Employment Settlement Agreements
My employer has proposed a Settlement Agreement- what is this and why do we need it?
A settlement agreement is a contract between an employer and employee by which an employee signs away their right to bring any future claim against the employer when their employment is terminated. This used to be known as a compromise agreement.
Usually these settlement agreements arise where the working relationship has broken down and it can be used as a way of resolving any potential disputes rather than proceeding via an employment tribunal. They can also be used where there is a redundancy situation and an employer may be offering voluntary redundancy for example.
A Settlement Agreement often provides for a compensation or ‘termination’ payment in exchange for the employee agreeing not to pursue any other potential claims against the employer.
What is included in a settlement agreement?
There are various aspect of the agreement which must be in place in order for this to be valid.
- The agreement must be in writing
- The agreement must specify which potential claims the employee is surrendering (e.g., unfair dismissal, wrongful dismissal, entitlement to statutory redundancy payments, discrimination claims- the list is usually extensive to cover all possible employment claims)
- The employee must receive legal advice from a relevant independent advisor, usually a solicitor on the terms and effect of the agreement.
- The advisor must be insured and named in the agreement and they are required to also sign a certificate to confirm that they have advised the employee
- The agreement must state that the above conditions are satisfied.
Failure to satisfy these conditions will render the agreement void.
There are other standard clauses such as confidentiality provisions, arrangements for returning any company property (including data) and they can also provide for a standard reference for future use.
Usually the settlement agreement will provide for payment of any compensation sum along with any notice pay, holiday pay and/or sick leave owed. Whilst it is not a requirement, the employer usually also offers a fixed contribution towards the legal costs of seeking independent advice also.

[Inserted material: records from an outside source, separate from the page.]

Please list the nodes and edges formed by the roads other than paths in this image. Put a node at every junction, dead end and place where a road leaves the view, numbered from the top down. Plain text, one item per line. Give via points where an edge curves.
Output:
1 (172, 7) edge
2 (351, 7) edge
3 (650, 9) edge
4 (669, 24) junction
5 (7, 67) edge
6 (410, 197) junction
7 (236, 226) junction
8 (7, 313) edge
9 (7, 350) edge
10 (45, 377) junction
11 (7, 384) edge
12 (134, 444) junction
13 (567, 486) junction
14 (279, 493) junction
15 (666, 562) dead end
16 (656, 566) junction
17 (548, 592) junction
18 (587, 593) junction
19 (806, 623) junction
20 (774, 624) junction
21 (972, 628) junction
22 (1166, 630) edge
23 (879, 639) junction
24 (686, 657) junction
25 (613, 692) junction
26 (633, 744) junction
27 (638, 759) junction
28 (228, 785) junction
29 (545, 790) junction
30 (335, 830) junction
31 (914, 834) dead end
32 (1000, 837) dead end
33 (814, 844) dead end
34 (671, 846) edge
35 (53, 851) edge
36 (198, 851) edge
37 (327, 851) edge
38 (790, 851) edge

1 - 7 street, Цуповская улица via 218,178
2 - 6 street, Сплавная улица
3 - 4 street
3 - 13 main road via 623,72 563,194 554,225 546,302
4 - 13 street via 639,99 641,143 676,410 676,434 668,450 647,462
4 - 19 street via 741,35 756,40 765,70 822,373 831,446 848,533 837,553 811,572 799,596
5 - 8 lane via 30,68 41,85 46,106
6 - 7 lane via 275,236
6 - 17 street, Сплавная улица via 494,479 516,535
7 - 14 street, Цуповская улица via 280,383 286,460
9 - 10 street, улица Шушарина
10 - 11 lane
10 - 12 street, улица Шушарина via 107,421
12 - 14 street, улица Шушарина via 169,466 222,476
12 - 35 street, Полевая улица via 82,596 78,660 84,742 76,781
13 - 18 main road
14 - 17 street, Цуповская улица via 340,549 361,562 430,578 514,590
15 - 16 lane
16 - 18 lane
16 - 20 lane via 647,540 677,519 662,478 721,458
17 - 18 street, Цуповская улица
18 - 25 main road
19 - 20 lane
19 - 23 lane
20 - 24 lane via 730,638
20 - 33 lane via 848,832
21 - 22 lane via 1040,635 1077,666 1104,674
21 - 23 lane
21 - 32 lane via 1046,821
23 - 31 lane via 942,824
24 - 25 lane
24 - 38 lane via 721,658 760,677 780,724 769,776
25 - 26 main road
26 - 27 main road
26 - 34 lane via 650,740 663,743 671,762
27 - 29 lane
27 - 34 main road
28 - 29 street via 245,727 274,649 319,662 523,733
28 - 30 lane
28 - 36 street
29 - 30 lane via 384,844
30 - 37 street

Generally, the termination/compensation payment is not taxable up to £30,000, but over and above that is subject to tax. Also notice pay, holiday pay or sick pay is subject to tax and national insurance deductions in the usual way.
Why do I have to get independent legal advice?
It is a requirement that you have independent legal advice in order to validate the settlement agreement. This is to ensure that you have had appropriate advice on the settlement so that it cannot be argued for example that you signed the agreement without understanding it or without understanding what potential rights and claims you were giving up.
The legal advisor has to sign a certificate to confirm that they have advised you and this is included in the settlement agreement. Although it is not a legal requirement, the employer usually offers to pay a contribution to the cost of this legal advice.